The Reserve Bank of New Zealand (RBNZ) headquarters in Wellington, New Zealand.

Photographer: Mark Coote/Bloomberg

New Zealand’s central bank held interest rates at a record low and projected they will stay there until mid-2019 as inflation remains subdued amid slower economic growth.

“Monetary policy will remain accommodative for a considerable period,” Reserve Bank Acting Governor Grant Spencer said Thursday in Wellington after keeping the official cash rate at 1.75 percent. The RBNZ maintained its view that it will start to raise the OCR in the second quarter of next year.

The benchmark has been at an historic low for more than a year as New Zealand’s strong exchange rate and weak global inflation exert downward pressure on prices. The RBNZ today lowered its inflation forecasts after the kiwi dollar’s 6 percent gain the past two months and a slump in business confidence following the election of a Labour-led government last year.

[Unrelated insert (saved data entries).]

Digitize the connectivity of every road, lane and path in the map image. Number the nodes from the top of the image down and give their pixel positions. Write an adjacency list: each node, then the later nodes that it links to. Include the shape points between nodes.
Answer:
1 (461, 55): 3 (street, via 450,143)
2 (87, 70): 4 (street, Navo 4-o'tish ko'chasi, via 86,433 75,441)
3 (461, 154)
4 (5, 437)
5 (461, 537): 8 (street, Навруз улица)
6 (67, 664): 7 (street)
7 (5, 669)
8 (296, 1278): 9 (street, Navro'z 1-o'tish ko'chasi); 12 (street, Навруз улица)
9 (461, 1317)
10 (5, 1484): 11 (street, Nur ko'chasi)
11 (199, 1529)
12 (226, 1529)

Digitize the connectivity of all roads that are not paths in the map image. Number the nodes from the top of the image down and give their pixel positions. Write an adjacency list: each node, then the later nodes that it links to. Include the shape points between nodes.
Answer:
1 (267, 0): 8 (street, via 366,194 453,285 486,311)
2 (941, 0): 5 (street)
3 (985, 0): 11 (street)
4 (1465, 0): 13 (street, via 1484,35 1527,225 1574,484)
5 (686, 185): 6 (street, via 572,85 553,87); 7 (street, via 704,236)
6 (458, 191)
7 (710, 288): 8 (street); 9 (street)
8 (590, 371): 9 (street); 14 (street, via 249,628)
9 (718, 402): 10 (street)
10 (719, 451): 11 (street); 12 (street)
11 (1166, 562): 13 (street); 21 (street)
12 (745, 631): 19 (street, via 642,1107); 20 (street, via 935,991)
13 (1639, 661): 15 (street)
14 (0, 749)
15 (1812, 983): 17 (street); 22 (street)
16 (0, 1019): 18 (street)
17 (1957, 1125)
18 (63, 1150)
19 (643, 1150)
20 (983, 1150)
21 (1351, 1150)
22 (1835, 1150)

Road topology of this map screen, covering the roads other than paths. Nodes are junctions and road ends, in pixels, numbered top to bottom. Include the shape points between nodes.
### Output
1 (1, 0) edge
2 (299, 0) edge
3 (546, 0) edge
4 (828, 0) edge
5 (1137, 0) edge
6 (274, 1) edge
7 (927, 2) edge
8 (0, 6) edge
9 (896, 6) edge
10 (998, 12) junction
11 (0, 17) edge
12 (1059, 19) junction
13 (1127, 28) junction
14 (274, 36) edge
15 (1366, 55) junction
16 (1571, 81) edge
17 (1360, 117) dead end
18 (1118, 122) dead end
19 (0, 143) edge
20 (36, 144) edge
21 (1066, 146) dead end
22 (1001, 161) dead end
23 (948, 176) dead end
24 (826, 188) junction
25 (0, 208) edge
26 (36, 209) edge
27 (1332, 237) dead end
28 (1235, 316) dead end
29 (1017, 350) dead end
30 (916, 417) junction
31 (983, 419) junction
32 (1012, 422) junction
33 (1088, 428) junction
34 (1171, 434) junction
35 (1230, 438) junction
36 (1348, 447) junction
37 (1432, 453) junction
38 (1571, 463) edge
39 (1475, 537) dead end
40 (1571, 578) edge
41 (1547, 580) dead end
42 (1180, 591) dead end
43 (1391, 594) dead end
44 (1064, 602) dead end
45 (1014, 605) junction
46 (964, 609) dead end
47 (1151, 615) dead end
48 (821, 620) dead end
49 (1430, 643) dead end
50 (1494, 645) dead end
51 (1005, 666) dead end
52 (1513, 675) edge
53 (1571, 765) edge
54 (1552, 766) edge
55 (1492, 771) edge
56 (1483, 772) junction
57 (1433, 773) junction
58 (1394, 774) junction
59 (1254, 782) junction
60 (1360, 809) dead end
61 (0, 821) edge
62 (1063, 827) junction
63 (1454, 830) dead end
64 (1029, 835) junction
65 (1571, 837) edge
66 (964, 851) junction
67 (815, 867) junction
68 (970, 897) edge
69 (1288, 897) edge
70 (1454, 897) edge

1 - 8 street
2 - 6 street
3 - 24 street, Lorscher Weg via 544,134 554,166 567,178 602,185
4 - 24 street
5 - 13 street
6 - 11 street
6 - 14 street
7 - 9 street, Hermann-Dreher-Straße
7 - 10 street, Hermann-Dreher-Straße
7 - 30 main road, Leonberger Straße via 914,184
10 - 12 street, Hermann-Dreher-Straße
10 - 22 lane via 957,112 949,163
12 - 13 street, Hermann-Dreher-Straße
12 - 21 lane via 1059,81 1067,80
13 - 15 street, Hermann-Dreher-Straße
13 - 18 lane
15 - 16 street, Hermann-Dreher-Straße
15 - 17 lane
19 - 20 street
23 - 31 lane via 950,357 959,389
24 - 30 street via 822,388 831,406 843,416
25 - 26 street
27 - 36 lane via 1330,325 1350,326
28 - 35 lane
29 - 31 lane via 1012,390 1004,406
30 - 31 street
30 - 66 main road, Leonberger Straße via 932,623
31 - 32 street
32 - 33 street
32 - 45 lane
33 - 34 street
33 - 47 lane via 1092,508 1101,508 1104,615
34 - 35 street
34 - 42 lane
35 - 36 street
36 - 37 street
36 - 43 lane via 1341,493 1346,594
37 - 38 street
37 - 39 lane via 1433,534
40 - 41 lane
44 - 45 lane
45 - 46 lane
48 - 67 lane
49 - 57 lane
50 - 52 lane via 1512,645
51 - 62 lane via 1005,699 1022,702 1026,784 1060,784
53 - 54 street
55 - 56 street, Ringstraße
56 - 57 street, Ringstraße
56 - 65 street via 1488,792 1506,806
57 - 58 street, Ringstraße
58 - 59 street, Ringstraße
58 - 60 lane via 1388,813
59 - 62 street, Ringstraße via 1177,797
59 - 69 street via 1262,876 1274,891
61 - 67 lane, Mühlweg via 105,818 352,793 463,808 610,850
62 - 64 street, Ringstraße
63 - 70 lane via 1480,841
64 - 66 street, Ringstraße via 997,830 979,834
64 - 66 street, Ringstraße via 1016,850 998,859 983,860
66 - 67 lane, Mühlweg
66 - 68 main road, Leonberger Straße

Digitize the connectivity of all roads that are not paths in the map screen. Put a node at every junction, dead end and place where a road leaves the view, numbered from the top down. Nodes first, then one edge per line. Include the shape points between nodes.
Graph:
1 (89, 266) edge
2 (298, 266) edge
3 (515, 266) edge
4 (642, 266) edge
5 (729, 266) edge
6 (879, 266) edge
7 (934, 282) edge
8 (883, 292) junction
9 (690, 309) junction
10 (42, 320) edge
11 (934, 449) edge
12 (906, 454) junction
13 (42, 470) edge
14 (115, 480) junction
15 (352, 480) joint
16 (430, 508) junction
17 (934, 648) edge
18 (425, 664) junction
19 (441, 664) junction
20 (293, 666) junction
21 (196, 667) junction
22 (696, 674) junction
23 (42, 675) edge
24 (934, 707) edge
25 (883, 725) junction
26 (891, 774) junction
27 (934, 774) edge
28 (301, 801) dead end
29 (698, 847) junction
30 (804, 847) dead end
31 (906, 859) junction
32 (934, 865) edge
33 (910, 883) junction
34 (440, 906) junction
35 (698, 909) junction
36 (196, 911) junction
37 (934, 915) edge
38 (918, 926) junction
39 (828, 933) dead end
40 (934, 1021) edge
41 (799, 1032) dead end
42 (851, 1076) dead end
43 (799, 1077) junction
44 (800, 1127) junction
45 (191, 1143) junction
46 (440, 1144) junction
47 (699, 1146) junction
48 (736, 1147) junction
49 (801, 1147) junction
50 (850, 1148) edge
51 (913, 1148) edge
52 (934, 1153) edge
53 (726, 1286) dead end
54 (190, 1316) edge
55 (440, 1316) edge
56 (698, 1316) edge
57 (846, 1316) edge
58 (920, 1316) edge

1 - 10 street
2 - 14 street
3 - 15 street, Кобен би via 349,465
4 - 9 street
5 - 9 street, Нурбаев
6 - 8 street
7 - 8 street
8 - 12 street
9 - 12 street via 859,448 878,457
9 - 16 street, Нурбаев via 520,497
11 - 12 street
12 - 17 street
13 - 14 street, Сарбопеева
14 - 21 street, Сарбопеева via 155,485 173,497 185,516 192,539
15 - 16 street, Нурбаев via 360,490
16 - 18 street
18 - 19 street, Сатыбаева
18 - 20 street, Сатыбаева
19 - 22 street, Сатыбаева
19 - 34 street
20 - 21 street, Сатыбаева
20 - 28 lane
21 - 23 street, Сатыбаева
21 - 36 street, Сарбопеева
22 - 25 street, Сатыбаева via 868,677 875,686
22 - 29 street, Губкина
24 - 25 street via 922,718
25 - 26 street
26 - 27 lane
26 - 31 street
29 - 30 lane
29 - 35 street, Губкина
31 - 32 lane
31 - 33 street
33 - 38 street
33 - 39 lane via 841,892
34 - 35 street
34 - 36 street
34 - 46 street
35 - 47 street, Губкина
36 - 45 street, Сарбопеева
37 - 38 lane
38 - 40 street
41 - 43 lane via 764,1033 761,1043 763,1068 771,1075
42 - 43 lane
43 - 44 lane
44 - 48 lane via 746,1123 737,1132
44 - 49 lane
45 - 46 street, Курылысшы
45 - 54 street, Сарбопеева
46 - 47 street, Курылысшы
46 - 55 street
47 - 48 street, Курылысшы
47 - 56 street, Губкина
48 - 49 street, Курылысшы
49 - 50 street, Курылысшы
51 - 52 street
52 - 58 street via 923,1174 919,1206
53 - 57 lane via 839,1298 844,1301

The bank now expects inflation to reach the midpoint of its 1-3 percent target in the third quarter of 2020, two years later than previously forecast.

“A clear theme of inflation remaining lower for longer is emerging,” said Nick Tuffley, chief economist for ASB Bank Ltd. in Auckland. “The risk is the RBNZ can afford to wait longer until lifting the OCR than our long-held view of February 2019.”

Bottom of the Range

RBNZ now sees inflation under 2% until 2020

Source: Statistics New Zealand, RBNZ

The kiwi dollar fell after the statement, trading at 72.20 U.S. cents at 9:47 a.m. in Wellington from 72.57 cents beforehand. The currency has surged against a weaker U.S. dollar this year after dropping to a 17-month low in mid-November.

“The exchange rate has firmed since the November statement, due in large part to a weak U.S. dollar," Spencer said. “We assume the trade weighted exchange rate will ease over the projection period.”

A majority of economists now expect the first rate hike in 2019 after a Jan. 25 report showed consumer prices rose less than forecast. Investors now see a 56 percent chance of an increase late this year, according to swaps data compiled by Bloomberg. That’s down from 100 percent in November.

The RBNZ has been weighing the potential impact of Prime Minister Jacinda Ardern’s policies around immigration, housing, welfare and industrial relations on economic activity.

Spencer said the bank has reviewed its estimates and “the net impact of these policies has been revised down in the near term.” The economic growth profile is “weaker in the near term but stronger in the medium term,” he said.

Gross domestic product will rise 3.1 percent in the first quarter of 2018 from a year earlier, down from 3.8 percent in the November projection, before quickening to 3.5 percent by the first quarter of 2019.

Slower Inflation

Inflation will slow to 1.1 percent this quarter from 1.6 percent in the previous quarter, the RBNZ projected. Inflation won’t reach the 2 percent midpoint of its target range until the third quarter of 2020, it said.

“While oil and food prices have recently increased, traded goods inflation is projected to remain subdued through the forecast period,” Spencer said. “Non-tradable inflation is moderate but expected to increase in line with increasing capacity pressures. Overall, CPI inflation is forecast to trend upwards towards the midpoint of the target range.”

Today’s decision comes as the government reviews the Reserve Bank Act with the intention of adding full employment to the bank’s mandate alongside price stability. A new governor, Adrian Orr, will take over from Spencer in late March.

“There is a lot of water under the bridge anyway until the RBNZ needs to lift interest rates: a new governor, an added monetary policy objective, and the continued bedding in of a new government and fine-tuning of what that means for future inflation pressures,” said Tuffley.